» Activity:
Take each line of the material that includes "Vallarta" and copy it.

-=-=-=-=-

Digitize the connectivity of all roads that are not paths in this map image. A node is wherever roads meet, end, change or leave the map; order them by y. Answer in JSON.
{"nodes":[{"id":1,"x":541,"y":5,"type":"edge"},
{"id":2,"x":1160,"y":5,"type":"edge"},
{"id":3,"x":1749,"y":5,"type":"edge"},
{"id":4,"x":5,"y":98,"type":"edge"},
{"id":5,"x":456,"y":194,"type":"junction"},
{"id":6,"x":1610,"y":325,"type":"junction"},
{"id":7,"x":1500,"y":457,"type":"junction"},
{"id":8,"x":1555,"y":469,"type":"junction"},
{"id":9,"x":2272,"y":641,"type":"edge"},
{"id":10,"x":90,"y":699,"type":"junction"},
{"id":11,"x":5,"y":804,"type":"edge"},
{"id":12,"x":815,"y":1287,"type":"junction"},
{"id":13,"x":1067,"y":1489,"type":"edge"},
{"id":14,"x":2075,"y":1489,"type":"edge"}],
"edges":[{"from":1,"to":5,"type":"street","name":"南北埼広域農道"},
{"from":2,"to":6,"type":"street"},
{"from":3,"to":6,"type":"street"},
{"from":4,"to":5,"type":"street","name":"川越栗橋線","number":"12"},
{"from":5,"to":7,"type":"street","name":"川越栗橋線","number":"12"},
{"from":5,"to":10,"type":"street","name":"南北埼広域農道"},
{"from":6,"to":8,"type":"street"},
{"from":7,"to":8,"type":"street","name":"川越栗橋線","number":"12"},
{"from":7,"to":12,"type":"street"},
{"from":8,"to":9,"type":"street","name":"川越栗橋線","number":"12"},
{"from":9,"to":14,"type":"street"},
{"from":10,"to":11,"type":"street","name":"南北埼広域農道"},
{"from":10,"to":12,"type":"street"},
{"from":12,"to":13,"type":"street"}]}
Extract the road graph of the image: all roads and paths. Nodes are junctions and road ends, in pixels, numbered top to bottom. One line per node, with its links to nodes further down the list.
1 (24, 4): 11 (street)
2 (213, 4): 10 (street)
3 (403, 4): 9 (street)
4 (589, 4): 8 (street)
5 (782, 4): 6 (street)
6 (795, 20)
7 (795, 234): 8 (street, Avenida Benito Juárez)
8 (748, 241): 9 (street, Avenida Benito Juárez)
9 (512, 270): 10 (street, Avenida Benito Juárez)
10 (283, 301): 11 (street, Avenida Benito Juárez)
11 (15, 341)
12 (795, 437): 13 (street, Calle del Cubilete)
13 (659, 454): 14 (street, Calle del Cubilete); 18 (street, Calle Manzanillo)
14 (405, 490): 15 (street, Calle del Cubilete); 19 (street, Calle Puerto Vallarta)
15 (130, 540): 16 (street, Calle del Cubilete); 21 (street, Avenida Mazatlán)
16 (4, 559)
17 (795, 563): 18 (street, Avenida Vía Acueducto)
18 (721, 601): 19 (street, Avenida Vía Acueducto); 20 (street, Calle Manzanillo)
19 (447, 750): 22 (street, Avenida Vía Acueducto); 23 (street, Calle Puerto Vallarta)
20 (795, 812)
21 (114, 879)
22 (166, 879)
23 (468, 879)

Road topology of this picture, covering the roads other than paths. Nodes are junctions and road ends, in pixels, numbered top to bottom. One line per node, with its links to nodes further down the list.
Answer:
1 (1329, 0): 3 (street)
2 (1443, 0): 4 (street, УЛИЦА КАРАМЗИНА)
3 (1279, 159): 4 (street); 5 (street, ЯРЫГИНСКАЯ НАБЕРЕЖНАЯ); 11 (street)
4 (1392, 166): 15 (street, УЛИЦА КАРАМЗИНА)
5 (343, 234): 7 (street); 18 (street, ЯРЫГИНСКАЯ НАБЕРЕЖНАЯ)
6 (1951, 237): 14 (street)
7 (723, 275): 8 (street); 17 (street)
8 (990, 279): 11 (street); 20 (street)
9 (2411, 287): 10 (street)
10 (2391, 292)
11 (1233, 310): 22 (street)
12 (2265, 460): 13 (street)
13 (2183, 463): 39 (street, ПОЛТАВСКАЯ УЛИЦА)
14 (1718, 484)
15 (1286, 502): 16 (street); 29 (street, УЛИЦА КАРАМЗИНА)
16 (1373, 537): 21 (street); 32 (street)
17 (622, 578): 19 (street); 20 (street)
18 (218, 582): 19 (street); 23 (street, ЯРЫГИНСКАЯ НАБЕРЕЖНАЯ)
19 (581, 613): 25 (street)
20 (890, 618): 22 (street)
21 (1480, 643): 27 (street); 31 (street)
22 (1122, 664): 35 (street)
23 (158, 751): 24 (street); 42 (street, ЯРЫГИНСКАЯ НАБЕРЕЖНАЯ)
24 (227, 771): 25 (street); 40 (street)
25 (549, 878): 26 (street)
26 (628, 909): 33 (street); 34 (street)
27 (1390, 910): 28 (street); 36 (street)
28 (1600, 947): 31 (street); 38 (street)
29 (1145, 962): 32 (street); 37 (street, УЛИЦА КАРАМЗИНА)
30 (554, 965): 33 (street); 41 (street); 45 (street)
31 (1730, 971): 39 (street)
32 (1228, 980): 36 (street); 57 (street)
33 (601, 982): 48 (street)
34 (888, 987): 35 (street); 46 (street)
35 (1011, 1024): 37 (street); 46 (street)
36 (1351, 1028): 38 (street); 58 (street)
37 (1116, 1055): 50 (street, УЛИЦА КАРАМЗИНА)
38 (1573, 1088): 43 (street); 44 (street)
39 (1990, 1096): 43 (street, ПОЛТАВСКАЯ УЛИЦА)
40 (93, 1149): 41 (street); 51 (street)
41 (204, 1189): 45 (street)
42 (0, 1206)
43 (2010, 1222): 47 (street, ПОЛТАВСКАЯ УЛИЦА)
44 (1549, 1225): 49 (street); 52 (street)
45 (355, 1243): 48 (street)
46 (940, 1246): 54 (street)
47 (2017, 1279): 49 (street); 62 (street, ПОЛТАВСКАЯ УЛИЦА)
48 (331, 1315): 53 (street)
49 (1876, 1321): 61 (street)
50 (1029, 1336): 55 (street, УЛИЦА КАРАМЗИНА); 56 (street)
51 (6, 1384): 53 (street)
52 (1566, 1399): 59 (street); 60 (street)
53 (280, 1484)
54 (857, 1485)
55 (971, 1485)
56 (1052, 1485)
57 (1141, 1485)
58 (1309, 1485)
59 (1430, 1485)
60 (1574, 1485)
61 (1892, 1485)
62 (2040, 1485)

-=-=-=-=-

» Answer to the problem:
14 (405, 490): 15 (street, Calle del Cubilete); 19 (street, Calle Puerto Vallarta)
19 (447, 750): 22 (street, Avenida Vía Acueducto); 23 (street, Calle Puerto Vallarta)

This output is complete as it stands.